[Opening DATA FOR THE TASK section]

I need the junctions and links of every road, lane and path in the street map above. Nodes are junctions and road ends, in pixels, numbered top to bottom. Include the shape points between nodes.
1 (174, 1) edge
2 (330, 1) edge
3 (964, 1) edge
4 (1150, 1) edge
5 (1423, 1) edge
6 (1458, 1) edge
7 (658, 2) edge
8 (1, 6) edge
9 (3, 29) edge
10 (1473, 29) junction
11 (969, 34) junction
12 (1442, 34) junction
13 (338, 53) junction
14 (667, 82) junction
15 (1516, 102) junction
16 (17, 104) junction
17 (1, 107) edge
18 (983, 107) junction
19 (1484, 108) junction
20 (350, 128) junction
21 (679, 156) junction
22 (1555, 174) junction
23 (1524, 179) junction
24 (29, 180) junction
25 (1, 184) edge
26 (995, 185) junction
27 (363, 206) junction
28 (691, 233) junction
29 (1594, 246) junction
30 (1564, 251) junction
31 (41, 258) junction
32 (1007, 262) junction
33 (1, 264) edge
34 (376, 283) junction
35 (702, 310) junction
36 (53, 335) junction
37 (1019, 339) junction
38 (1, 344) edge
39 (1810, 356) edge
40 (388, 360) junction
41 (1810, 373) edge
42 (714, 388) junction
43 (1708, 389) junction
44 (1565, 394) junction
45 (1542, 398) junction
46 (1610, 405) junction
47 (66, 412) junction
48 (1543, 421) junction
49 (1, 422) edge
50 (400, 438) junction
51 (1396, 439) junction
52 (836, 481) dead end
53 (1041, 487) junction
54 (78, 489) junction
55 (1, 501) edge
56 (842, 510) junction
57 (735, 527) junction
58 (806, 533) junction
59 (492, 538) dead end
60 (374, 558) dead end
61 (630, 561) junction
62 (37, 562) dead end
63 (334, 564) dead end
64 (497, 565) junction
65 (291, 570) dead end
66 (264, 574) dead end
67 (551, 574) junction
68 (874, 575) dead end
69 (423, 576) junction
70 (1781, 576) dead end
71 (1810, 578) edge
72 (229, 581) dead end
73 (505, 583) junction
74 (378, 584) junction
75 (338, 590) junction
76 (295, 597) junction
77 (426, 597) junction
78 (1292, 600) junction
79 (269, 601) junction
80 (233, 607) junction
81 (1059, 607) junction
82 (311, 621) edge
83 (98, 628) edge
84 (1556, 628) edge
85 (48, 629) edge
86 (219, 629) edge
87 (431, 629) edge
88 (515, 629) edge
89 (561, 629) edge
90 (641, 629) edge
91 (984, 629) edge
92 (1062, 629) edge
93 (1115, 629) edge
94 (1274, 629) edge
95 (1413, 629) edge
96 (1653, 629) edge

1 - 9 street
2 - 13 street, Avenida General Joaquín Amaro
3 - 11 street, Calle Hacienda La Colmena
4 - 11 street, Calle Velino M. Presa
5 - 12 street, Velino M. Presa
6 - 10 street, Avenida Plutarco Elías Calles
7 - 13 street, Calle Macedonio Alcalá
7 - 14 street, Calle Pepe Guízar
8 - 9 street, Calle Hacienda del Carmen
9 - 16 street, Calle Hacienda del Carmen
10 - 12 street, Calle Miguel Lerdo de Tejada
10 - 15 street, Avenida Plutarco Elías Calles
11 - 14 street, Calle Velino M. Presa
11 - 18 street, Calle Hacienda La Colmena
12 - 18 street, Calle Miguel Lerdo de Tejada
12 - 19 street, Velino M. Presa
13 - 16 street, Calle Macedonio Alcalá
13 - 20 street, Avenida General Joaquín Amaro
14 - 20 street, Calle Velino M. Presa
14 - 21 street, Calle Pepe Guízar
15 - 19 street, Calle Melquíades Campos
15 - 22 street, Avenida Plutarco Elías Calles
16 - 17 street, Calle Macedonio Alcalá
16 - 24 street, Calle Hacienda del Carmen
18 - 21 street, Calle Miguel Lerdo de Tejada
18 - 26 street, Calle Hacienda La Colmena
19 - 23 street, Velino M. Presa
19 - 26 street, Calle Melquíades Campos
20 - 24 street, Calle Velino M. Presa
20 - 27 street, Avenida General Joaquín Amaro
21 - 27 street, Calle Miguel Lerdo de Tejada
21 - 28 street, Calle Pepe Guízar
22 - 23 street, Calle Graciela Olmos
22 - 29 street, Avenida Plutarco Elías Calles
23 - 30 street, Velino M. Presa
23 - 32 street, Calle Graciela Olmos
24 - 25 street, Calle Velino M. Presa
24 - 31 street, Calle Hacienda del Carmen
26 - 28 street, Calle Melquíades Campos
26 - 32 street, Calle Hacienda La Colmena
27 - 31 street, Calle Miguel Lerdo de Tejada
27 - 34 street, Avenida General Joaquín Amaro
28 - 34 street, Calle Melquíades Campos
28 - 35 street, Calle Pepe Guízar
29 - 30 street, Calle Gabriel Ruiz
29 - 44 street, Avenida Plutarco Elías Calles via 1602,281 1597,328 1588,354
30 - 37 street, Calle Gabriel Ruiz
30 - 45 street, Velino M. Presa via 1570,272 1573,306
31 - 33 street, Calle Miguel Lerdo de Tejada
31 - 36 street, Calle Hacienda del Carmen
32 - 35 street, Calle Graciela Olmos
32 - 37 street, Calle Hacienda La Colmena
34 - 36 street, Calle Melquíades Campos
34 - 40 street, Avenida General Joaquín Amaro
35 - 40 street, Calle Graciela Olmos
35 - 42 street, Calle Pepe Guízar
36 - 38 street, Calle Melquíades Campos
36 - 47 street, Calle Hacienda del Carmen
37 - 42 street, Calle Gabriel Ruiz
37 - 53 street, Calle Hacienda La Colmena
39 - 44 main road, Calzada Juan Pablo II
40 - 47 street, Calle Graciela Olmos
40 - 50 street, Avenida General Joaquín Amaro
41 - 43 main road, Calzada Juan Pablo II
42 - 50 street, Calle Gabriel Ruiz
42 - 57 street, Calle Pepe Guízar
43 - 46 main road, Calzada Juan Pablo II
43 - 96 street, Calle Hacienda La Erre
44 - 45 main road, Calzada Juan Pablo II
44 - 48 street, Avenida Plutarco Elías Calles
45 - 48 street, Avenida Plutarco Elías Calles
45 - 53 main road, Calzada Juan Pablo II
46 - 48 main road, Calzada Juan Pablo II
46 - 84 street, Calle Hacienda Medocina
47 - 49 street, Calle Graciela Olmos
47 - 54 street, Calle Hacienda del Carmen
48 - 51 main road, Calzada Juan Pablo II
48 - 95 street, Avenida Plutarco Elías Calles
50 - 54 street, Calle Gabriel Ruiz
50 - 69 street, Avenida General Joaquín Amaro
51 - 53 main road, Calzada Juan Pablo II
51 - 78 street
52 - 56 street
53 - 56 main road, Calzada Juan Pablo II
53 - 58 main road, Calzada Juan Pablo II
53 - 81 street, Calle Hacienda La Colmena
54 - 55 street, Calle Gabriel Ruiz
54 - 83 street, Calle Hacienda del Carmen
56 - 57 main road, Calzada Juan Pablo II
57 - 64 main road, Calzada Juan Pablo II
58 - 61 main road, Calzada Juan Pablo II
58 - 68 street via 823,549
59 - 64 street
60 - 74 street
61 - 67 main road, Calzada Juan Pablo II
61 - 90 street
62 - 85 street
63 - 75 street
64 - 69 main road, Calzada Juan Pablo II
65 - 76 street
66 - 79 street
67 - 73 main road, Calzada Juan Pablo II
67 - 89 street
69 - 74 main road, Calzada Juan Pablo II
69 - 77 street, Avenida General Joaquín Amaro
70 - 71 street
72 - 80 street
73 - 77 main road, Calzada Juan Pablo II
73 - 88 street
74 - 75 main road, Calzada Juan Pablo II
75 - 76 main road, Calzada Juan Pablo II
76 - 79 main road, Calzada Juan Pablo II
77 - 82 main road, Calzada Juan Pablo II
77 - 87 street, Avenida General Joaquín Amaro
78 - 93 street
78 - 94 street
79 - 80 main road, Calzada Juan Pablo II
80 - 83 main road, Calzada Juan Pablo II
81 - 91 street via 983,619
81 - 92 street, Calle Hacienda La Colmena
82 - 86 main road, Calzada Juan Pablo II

[Closing DATA FOR THE TASK section]

## EXERCISE BRIEF
All lines with the word "Gabriel" must be located in the data and copied.

## ANSWER SPACE
29 - 30 street, Calle Gabriel Ruiz
30 - 37 street, Calle Gabriel Ruiz
37 - 42 street, Calle Gabriel Ruiz
42 - 50 street, Calle Gabriel Ruiz
50 - 54 street, Calle Gabriel Ruiz
54 - 55 street, Calle Gabriel Ruiz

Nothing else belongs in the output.